> ASSIGNED TASK
The finished copy should match every record exactly and contain no pictures.

> PROVIDED DATA
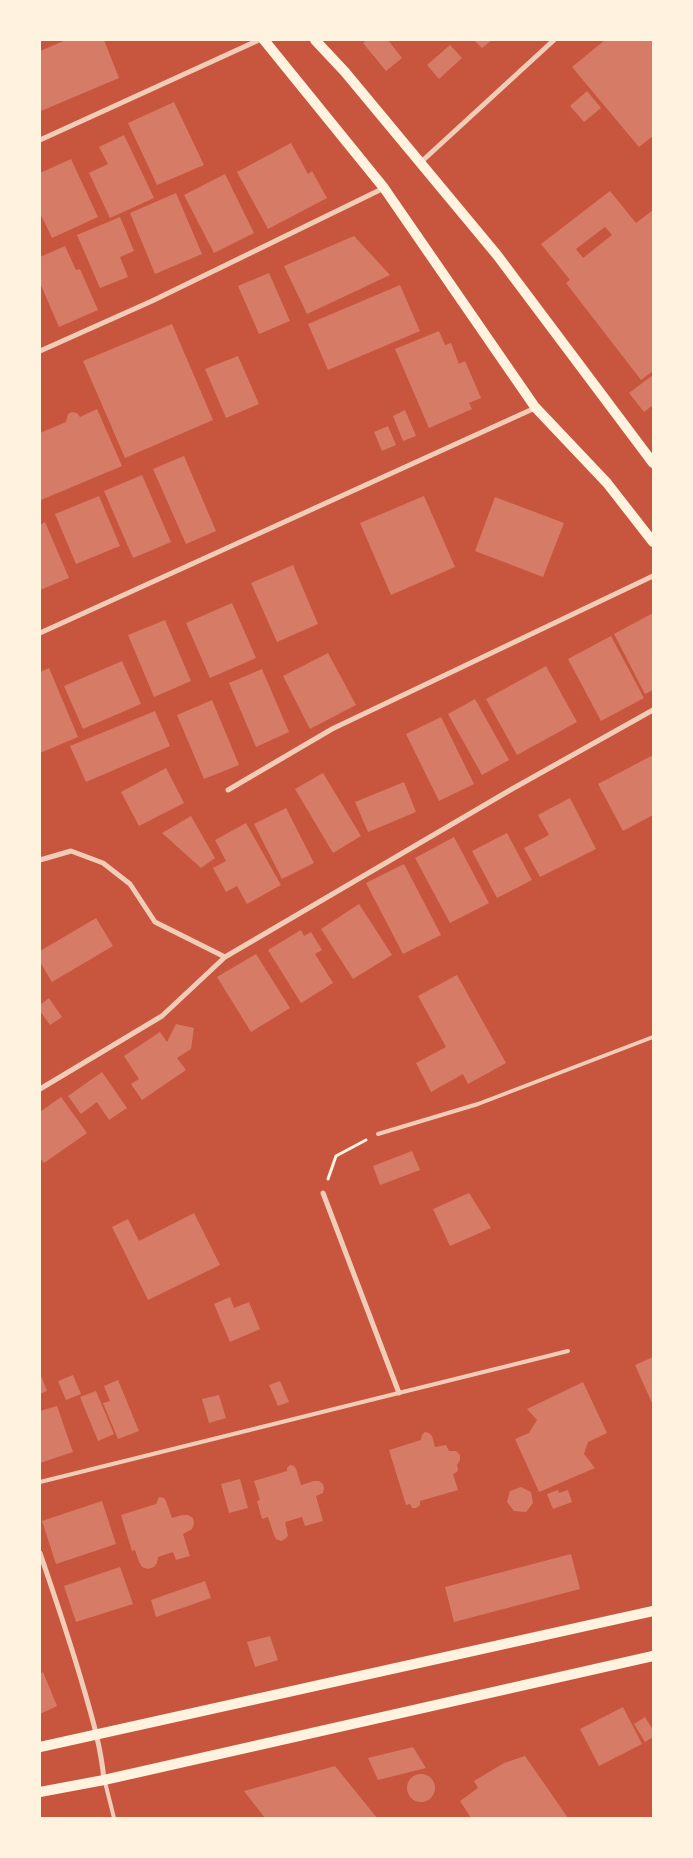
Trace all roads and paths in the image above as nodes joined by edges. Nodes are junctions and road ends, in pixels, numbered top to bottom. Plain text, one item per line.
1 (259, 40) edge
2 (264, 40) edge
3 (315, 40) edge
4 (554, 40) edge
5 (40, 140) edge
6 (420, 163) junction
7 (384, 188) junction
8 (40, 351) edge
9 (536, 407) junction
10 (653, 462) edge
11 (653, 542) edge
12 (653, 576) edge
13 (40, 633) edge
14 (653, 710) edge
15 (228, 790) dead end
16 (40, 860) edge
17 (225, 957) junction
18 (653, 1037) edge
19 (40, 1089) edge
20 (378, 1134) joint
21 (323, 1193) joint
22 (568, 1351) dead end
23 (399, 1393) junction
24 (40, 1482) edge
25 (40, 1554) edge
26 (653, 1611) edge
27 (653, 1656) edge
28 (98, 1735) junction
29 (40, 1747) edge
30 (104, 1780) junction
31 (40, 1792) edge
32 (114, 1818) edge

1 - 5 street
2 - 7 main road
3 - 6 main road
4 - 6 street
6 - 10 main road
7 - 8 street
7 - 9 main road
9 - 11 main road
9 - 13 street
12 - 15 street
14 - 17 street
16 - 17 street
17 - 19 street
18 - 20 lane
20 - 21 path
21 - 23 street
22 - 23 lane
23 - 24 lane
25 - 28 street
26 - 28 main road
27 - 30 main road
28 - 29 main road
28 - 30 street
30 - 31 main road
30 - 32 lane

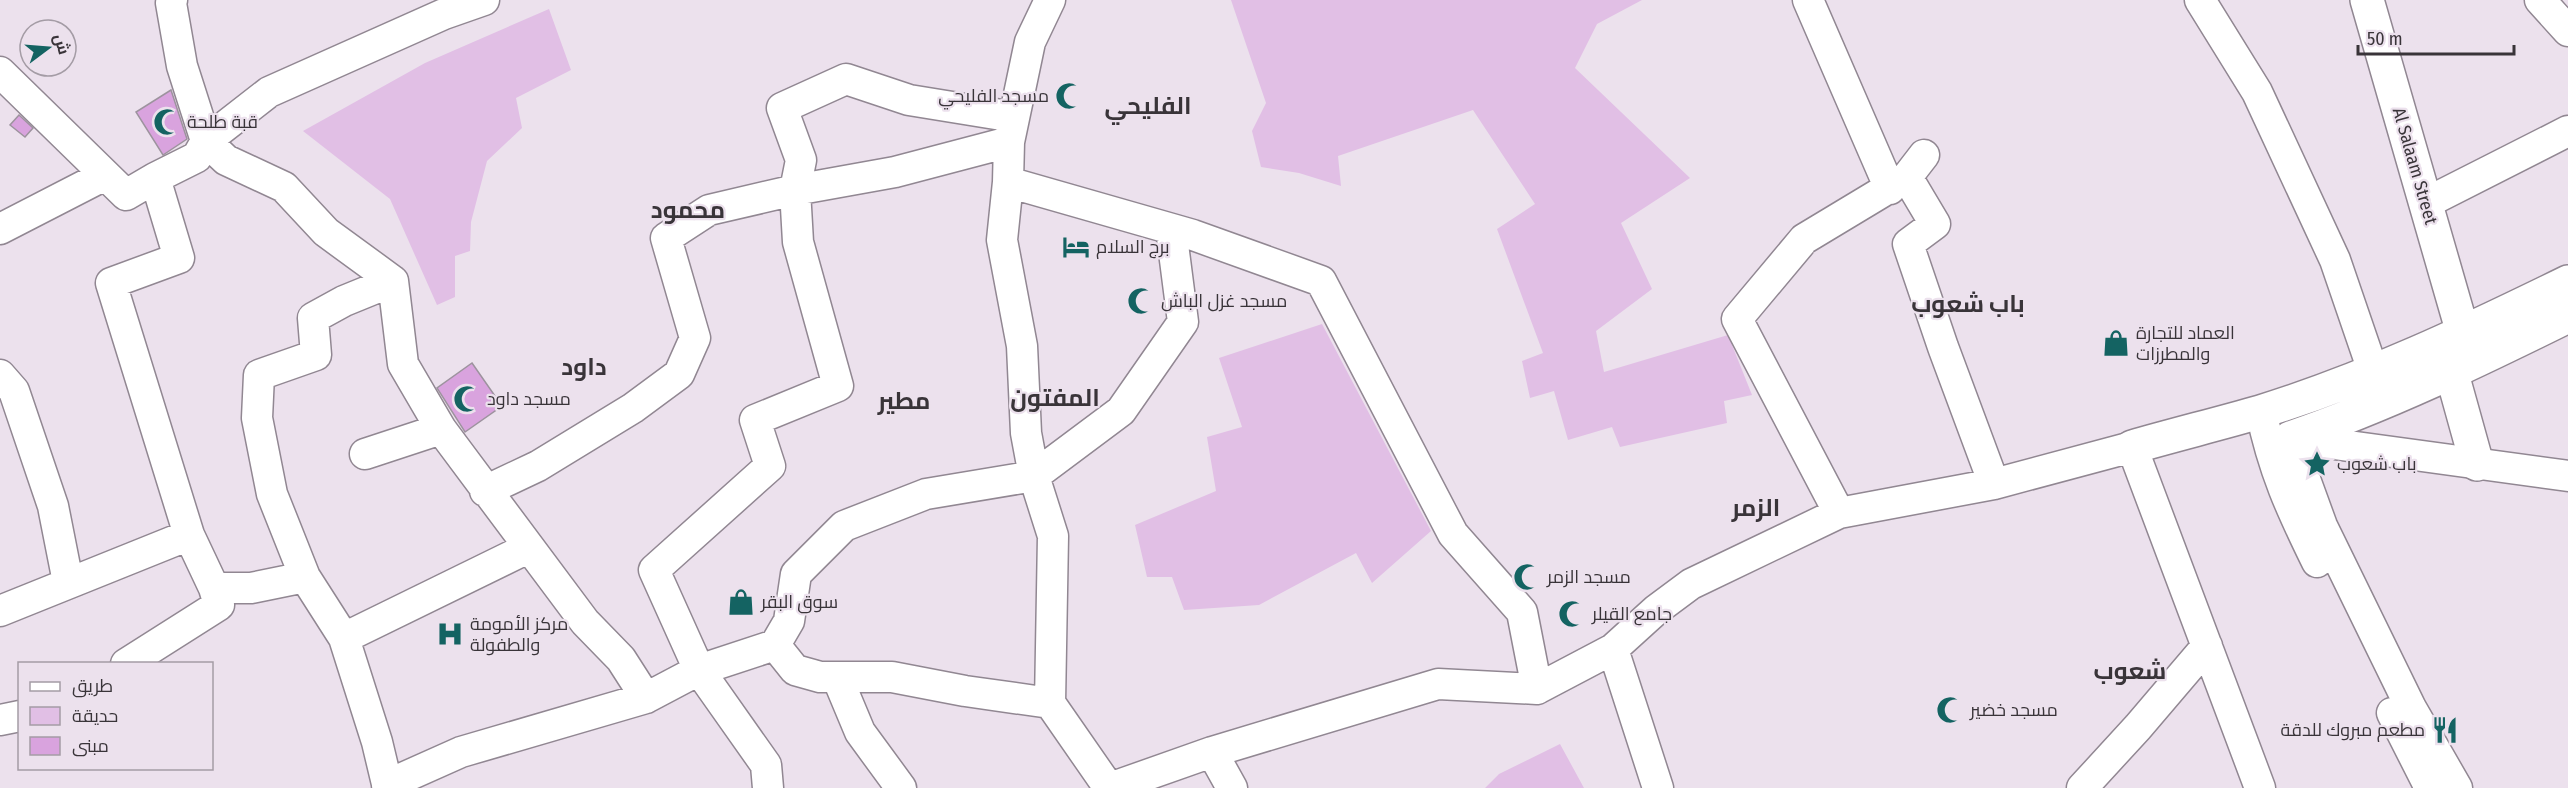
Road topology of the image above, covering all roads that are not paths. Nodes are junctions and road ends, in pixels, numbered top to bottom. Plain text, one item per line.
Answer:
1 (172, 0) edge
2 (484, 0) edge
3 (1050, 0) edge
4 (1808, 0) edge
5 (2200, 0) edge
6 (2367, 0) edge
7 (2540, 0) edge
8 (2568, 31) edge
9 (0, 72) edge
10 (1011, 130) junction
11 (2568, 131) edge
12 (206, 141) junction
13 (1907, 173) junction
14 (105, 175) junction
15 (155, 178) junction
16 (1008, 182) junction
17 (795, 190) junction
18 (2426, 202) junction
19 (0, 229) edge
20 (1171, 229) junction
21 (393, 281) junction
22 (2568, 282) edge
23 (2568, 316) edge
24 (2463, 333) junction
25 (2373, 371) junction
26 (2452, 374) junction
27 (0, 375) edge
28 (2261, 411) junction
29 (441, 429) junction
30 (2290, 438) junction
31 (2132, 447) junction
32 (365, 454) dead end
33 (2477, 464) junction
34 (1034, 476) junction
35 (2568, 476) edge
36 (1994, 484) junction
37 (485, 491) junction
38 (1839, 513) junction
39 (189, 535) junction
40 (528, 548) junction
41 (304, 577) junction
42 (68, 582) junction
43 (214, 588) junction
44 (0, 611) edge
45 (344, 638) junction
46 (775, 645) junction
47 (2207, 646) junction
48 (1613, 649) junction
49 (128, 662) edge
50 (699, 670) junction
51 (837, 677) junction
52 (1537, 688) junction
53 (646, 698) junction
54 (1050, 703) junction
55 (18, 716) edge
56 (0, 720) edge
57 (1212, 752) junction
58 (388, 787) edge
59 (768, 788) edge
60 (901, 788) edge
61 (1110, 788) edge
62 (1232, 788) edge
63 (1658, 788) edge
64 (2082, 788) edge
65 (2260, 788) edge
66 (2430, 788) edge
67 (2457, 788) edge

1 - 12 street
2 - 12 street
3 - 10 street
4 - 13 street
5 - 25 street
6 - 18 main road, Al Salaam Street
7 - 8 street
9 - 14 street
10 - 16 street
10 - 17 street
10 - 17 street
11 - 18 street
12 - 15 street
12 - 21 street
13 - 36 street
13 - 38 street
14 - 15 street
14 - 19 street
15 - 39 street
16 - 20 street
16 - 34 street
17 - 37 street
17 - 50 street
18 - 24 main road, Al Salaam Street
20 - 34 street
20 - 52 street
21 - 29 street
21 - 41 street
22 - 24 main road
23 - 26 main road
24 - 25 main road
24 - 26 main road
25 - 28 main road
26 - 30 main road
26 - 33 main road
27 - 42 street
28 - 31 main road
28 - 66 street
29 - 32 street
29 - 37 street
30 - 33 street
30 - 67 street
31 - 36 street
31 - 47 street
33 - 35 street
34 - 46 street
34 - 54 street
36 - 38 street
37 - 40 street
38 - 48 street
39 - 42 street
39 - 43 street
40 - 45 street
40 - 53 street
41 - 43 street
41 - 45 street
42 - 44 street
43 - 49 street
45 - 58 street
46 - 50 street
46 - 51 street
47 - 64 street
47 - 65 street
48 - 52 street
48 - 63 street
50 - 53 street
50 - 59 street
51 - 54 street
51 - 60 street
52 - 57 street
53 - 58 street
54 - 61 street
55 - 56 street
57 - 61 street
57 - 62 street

> ANSWER TO THIS PROBLEM
Trace all roads and paths in the image above as nodes joined by edges. Nodes are junctions and road ends, in pixels, numbered top to bottom. Plain text, one item per line.
1 (259, 40) edge
2 (264, 40) edge
3 (315, 40) edge
4 (554, 40) edge
5 (40, 140) edge
6 (420, 163) junction
7 (384, 188) junction
8 (40, 351) edge
9 (536, 407) junction
10 (653, 462) edge
11 (653, 542) edge
12 (653, 576) edge
13 (40, 633) edge
14 (653, 710) edge
15 (228, 790) dead end
16 (40, 860) edge
17 (225, 957) junction
18 (653, 1037) edge
19 (40, 1089) edge
20 (378, 1134) joint
21 (323, 1193) joint
22 (568, 1351) dead end
23 (399, 1393) junction
24 (40, 1482) edge
25 (40, 1554) edge
26 (653, 1611) edge
27 (653, 1656) edge
28 (98, 1735) junction
29 (40, 1747) edge
30 (104, 1780) junction
31 (40, 1792) edge
32 (114, 1818) edge

1 - 5 street
2 - 7 main road
3 - 6 main road
4 - 6 street
6 - 10 main road
7 - 8 street
7 - 9 main road
9 - 11 main road
9 - 13 street
12 - 15 street
14 - 17 street
16 - 17 street
17 - 19 street
18 - 20 lane
20 - 21 path
21 - 23 street
22 - 23 lane
23 - 24 lane
25 - 28 street
26 - 28 main road
27 - 30 main road
28 - 29 main road
28 - 30 street
30 - 31 main road
30 - 32 lane

Road topology of the image above, covering all roads that are not paths. Nodes are junctions and road ends, in pixels, numbered top to bottom. Plain text, one item per line.
Answer:
1 (172, 0) edge
2 (484, 0) edge
3 (1050, 0) edge
4 (1808, 0) edge
5 (2200, 0) edge
6 (2367, 0) edge
7 (2540, 0) edge
8 (2568, 31) edge
9 (0, 72) edge
10 (1011, 130) junction
11 (2568, 131) edge
12 (206, 141) junction
13 (1907, 173) junction
14 (105, 175) junction
15 (155, 178) junction
16 (1008, 182) junction
17 (795, 190) junction
18 (2426, 202) junction
19 (0, 229) edge
20 (1171, 229) junction
21 (393, 281) junction
22 (2568, 282) edge
23 (2568, 316) edge
24 (2463, 333) junction
25 (2373, 371) junction
26 (2452, 374) junction
27 (0, 375) edge
28 (2261, 411) junction
29 (441, 429) junction
30 (2290, 438) junction
31 (2132, 447) junction
32 (365, 454) dead end
33 (2477, 464) junction
34 (1034, 476) junction
35 (2568, 476) edge
36 (1994, 484) junction
37 (485, 491) junction
38 (1839, 513) junction
39 (189, 535) junction
40 (528, 548) junction
41 (304, 577) junction
42 (68, 582) junction
43 (214, 588) junction
44 (0, 611) edge
45 (344, 638) junction
46 (775, 645) junction
47 (2207, 646) junction
48 (1613, 649) junction
49 (128, 662) edge
50 (699, 670) junction
51 (837, 677) junction
52 (1537, 688) junction
53 (646, 698) junction
54 (1050, 703) junction
55 (18, 716) edge
56 (0, 720) edge
57 (1212, 752) junction
58 (388, 787) edge
59 (768, 788) edge
60 (901, 788) edge
61 (1110, 788) edge
62 (1232, 788) edge
63 (1658, 788) edge
64 (2082, 788) edge
65 (2260, 788) edge
66 (2430, 788) edge
67 (2457, 788) edge

1 - 12 street
2 - 12 street
3 - 10 street
4 - 13 street
5 - 25 street
6 - 18 main road, Al Salaam Street
7 - 8 street
9 - 14 street
10 - 16 street
10 - 17 street
10 - 17 street
11 - 18 street
12 - 15 street
12 - 21 street
13 - 36 street
13 - 38 street
14 - 15 street
14 - 19 street
15 - 39 street
16 - 20 street
16 - 34 street
17 - 37 street
17 - 50 street
18 - 24 main road, Al Salaam Street
20 - 34 street
20 - 52 street
21 - 29 street
21 - 41 street
22 - 24 main road
23 - 26 main road
24 - 25 main road
24 - 26 main road
25 - 28 main road
26 - 30 main road
26 - 33 main road
27 - 42 street
28 - 31 main road
28 - 66 street
29 - 32 street
29 - 37 street
30 - 33 street
30 - 67 street
31 - 36 street
31 - 47 street
33 - 35 street
34 - 46 street
34 - 54 street
36 - 38 street
37 - 40 street
38 - 48 street
39 - 42 street
39 - 43 street
40 - 45 street
40 - 53 street
41 - 43 street
41 - 45 street
42 - 44 street
43 - 49 street
45 - 58 street
46 - 50 street
46 - 51 street
47 - 64 street
47 - 65 street
48 - 52 street
48 - 63 street
50 - 53 street
50 - 59 street
51 - 54 street
51 - 60 street
52 - 57 street
53 - 58 street
54 - 61 street
55 - 56 street
57 - 61 street
57 - 62 street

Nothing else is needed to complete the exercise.